日本語の値段

井上史雄 / 大修館書店 / 2000/10/01

★★★

興味深いが

 著者が提唱する「経済言語学」なるもののアイデアのスケッチ集のようなもの。日本語全体を外国語と対比して論じる部分は『日本語は生き残れるか』のサブセットであり、日本語の中での方言を扱う部分は『日本語ウォッチング』のサブセットであると考えてよい。上記の2冊を先に読むことをお勧めする。

 ただ、アイデアそのものは非常に面白い。すべての言語は対等であるという、文化相対主義的な言語学のテーゼを否定するという態度は、たとえば『ことばの歴史』でも強く押し出されているが、本書の著者はそこから一歩進んで、各言語がどのように対等でないかを示す具体的な経済的指標を集めようとする。たとえば言語学校の数の変遷とか、辞書の値段など。

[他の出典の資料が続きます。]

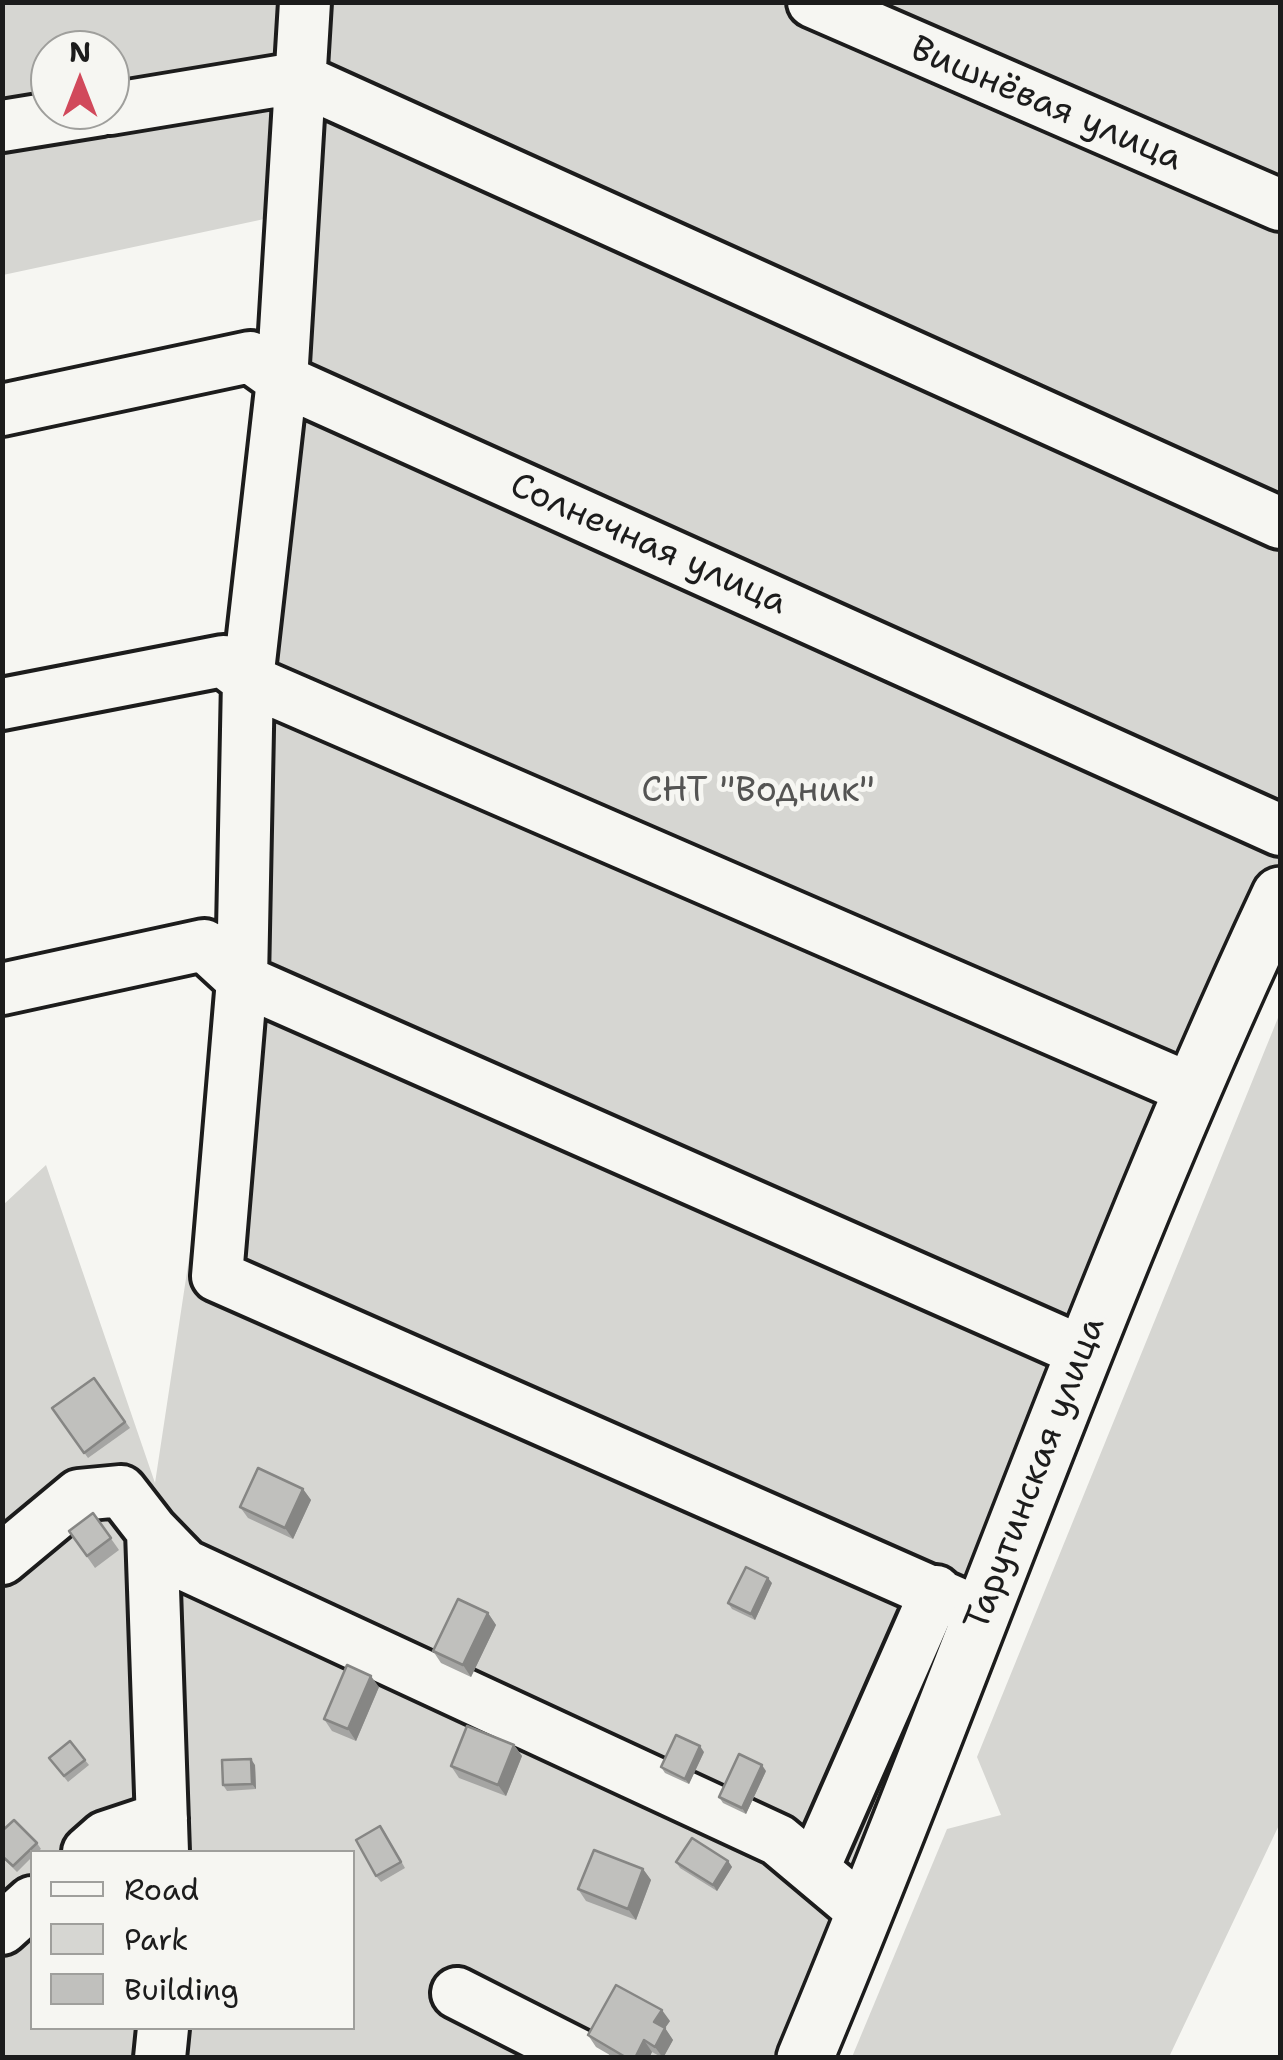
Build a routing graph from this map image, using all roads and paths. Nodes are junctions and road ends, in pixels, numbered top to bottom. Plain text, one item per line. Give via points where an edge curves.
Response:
1 (305, 2) edge
2 (813, 2) edge
3 (297, 78) junction
4 (130, 105) edge
5 (30, 121) edge
6 (2, 126) edge
7 (1280, 205) edge
8 (282, 380) junction
9 (2, 410) edge
10 (1280, 523) edge
11 (248, 680) junction
12 (2, 704) edge
13 (1280, 830) edge
14 (1280, 895) edge
15 (242, 980) junction
16 (2, 989) edge
17 (1193, 1090) junction
18 (1081, 1351) junction
19 (152, 1532) junction
20 (2, 1559) edge
21 (959, 1602) junction
22 (163, 1836) edge
23 (90, 1850) edge
24 (814, 1868) junction
25 (30, 1904) edge
26 (865, 1914) junction
27 (2, 1928) edge
28 (457, 1993) dead end
29 (163, 2030) edge
30 (160, 2058) edge
31 (584, 2058) edge
32 (805, 2058) edge

1 - 3 street
2 - 7 street, Вишнёвая улица
3 - 4 street
3 - 8 street
3 - 10 street
5 - 6 street
8 - 9 street, Солнечная улица via 250,357
8 - 11 street
8 - 13 street, Солнечная улица
11 - 12 street via 223,661
11 - 15 street
11 - 17 street
14 - 17 main road, Тарутинская улица
15 - 16 street via 204,945
15 - 18 street
15 - 21 street via 218,1276
17 - 18 main road, Тарутинская улица
18 - 21 main road, Тарутинская улица
19 - 20 street via 122,1491 78,1495
19 - 22 street
19 - 24 street via 185,1565 778,1840
21 - 24 street
21 - 26 main road, Тарутинская улица
22 - 23 street via 105,1837
24 - 26 street
25 - 27 street
26 - 32 main road, Тарутинская улица
28 - 31 street
29 - 30 street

 一方、日本語の中での各種のバリエーション(方言、敬語など)の価値を論じるところは、著者は明確には述べていないけれども、言葉遣いに関するある種の態度への強力な反論になっていると思われる。その態度とは、倫理とか美学などである。言葉に関する言説では、特定の言葉遣いの「正しさ」とか「美しさ」についての論が幅をきかせることが多い。たとえば、敬語を正しく使わないのは社会人として正しくない、ら抜き言葉は美しくない、など。こうした言説に対して直接に反論することはもちろん可能だが、著者のアプローチでは、それとはまったく違ったところに軸を立てて、これらの現象を論じることができる。

 なお、敬語に関連して、個人的に印象が深かった状況について書いておく。もう10年ぐらい前になるか、安い回転寿司屋に入ったときのこと。カウンター内には、歳をくったオッサンと若者の2人がいた。そしてその若者は、客である私に対して敬語を使わず、自分の雇い主である(と思われる)オッサンには敬語を使った。これは論理的な敬語の使い方であると感心したものだった。日本語の中で敬語が完全に消える日は来ないかもしれないけれども、このような形で残ってしまうという可能性はゼロではない。